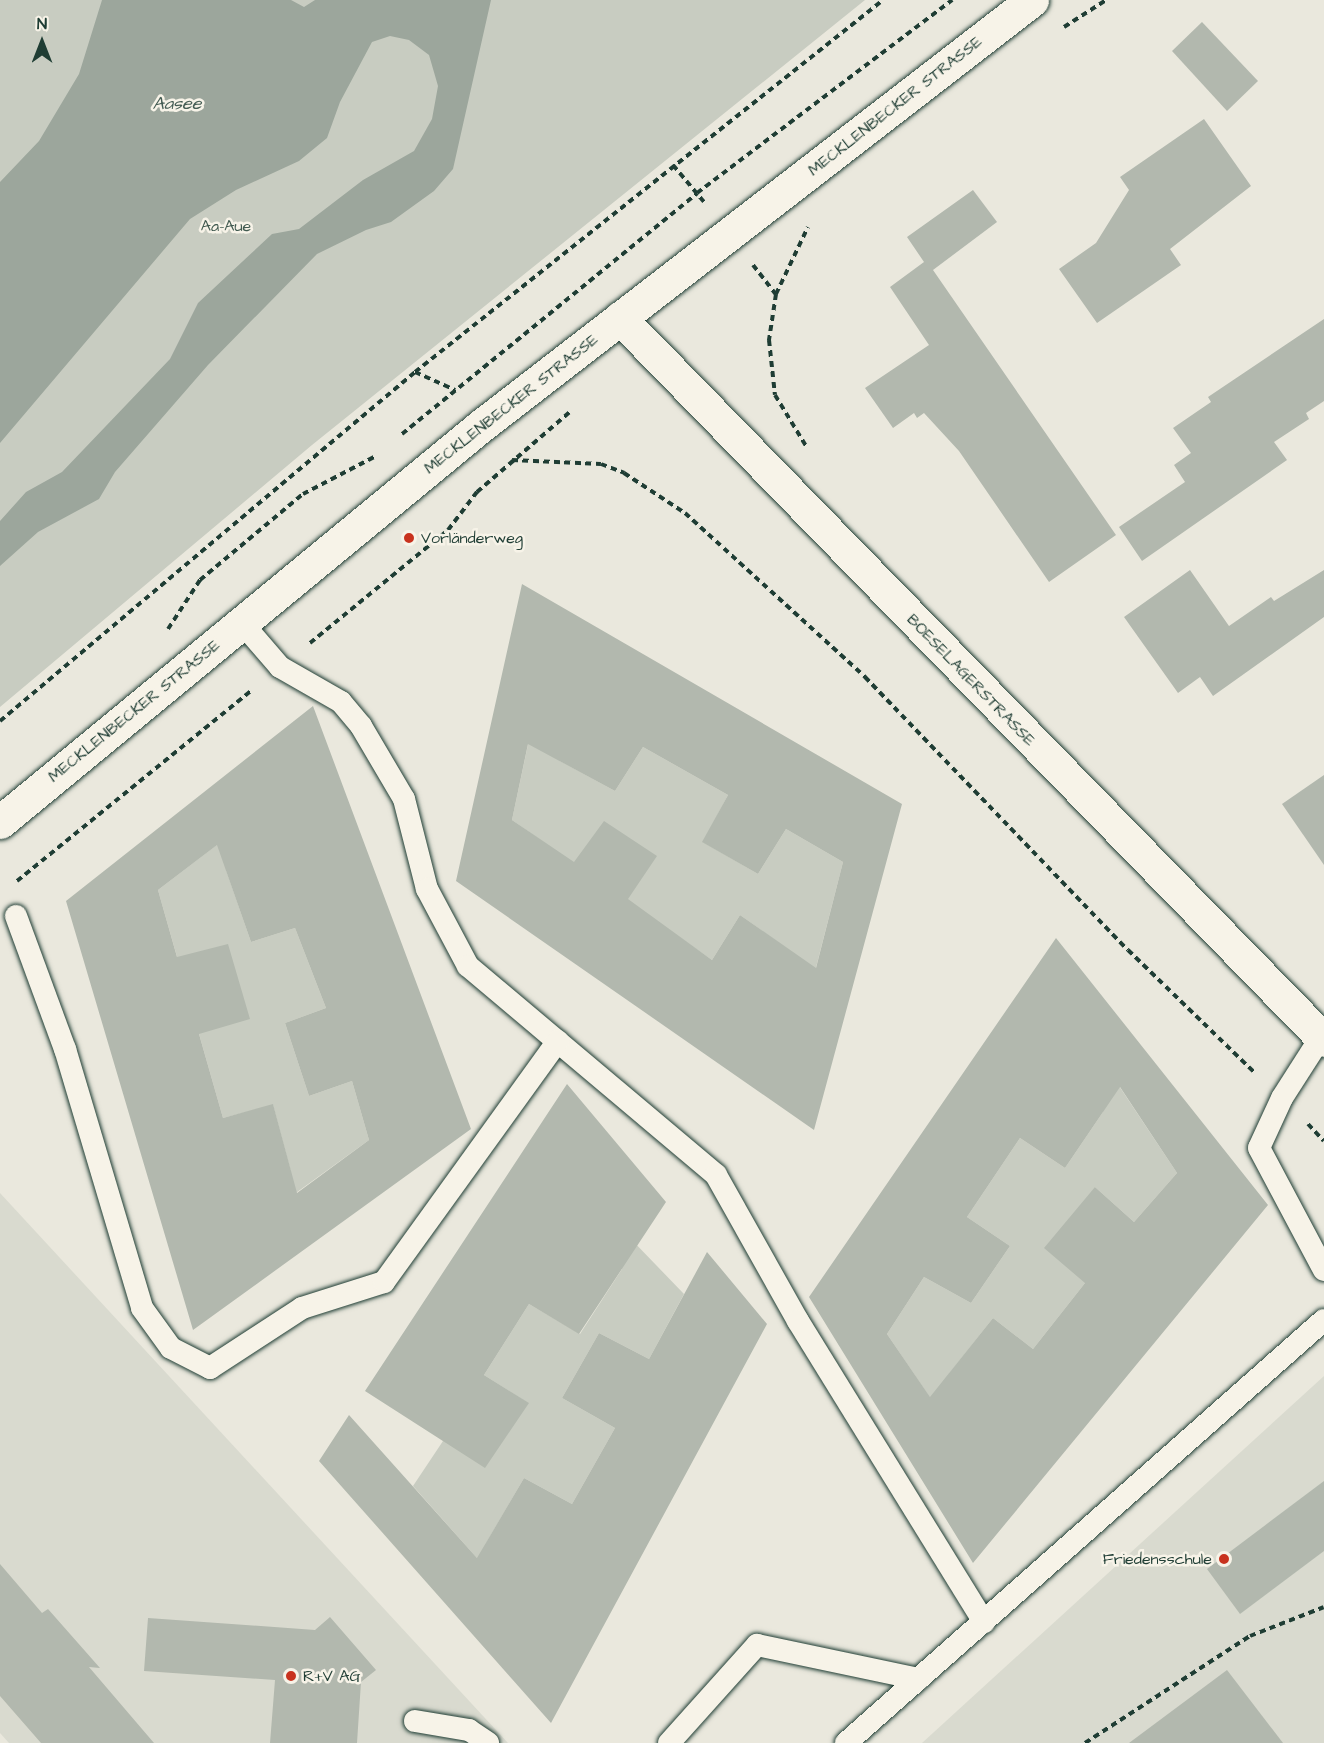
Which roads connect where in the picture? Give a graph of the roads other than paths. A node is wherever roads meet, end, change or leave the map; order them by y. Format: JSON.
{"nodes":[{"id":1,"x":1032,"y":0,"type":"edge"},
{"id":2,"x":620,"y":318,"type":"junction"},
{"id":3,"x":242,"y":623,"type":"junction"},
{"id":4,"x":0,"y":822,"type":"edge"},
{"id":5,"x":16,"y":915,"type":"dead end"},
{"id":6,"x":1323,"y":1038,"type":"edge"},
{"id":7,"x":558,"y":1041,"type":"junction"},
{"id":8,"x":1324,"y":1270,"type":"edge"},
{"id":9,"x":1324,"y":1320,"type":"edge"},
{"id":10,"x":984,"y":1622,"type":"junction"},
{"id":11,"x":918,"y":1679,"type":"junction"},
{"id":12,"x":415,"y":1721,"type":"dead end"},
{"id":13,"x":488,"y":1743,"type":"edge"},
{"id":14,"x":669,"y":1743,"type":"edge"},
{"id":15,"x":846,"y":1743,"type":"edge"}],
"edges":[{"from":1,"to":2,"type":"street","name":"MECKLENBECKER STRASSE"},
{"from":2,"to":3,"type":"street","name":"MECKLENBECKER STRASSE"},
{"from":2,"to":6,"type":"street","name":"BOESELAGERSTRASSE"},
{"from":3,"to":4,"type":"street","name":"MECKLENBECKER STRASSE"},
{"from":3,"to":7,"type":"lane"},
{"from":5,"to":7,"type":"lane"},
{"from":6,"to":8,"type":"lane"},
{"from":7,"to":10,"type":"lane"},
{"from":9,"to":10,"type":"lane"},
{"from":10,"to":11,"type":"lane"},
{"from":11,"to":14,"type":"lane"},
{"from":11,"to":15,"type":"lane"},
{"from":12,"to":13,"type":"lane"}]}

════════

**Task item**
Only the text of the records belongs in your answer, repeated exactly; the pictures stay out.

**Answer to the exercise**
Which roads connect where in the picture? Give a graph of the roads other than paths. A node is wherever roads meet, end, change or leave the map; order them by y. Format: JSON.
{"nodes":[{"id":1,"x":1032,"y":0,"type":"edge"},
{"id":2,"x":620,"y":318,"type":"junction"},
{"id":3,"x":242,"y":623,"type":"junction"},
{"id":4,"x":0,"y":822,"type":"edge"},
{"id":5,"x":16,"y":915,"type":"dead end"},
{"id":6,"x":1323,"y":1038,"type":"edge"},
{"id":7,"x":558,"y":1041,"type":"junction"},
{"id":8,"x":1324,"y":1270,"type":"edge"},
{"id":9,"x":1324,"y":1320,"type":"edge"},
{"id":10,"x":984,"y":1622,"type":"junction"},
{"id":11,"x":918,"y":1679,"type":"junction"},
{"id":12,"x":415,"y":1721,"type":"dead end"},
{"id":13,"x":488,"y":1743,"type":"edge"},
{"id":14,"x":669,"y":1743,"type":"edge"},
{"id":15,"x":846,"y":1743,"type":"edge"}],
"edges":[{"from":1,"to":2,"type":"street","name":"MECKLENBECKER STRASSE"},
{"from":2,"to":3,"type":"street","name":"MECKLENBECKER STRASSE"},
{"from":2,"to":6,"type":"street","name":"BOESELAGERSTRASSE"},
{"from":3,"to":4,"type":"street","name":"MECKLENBECKER STRASSE"},
{"from":3,"to":7,"type":"lane"},
{"from":5,"to":7,"type":"lane"},
{"from":6,"to":8,"type":"lane"},
{"from":7,"to":10,"type":"lane"},
{"from":9,"to":10,"type":"lane"},
{"from":10,"to":11,"type":"lane"},
{"from":11,"to":14,"type":"lane"},
{"from":11,"to":15,"type":"lane"},
{"from":12,"to":13,"type":"lane"}]}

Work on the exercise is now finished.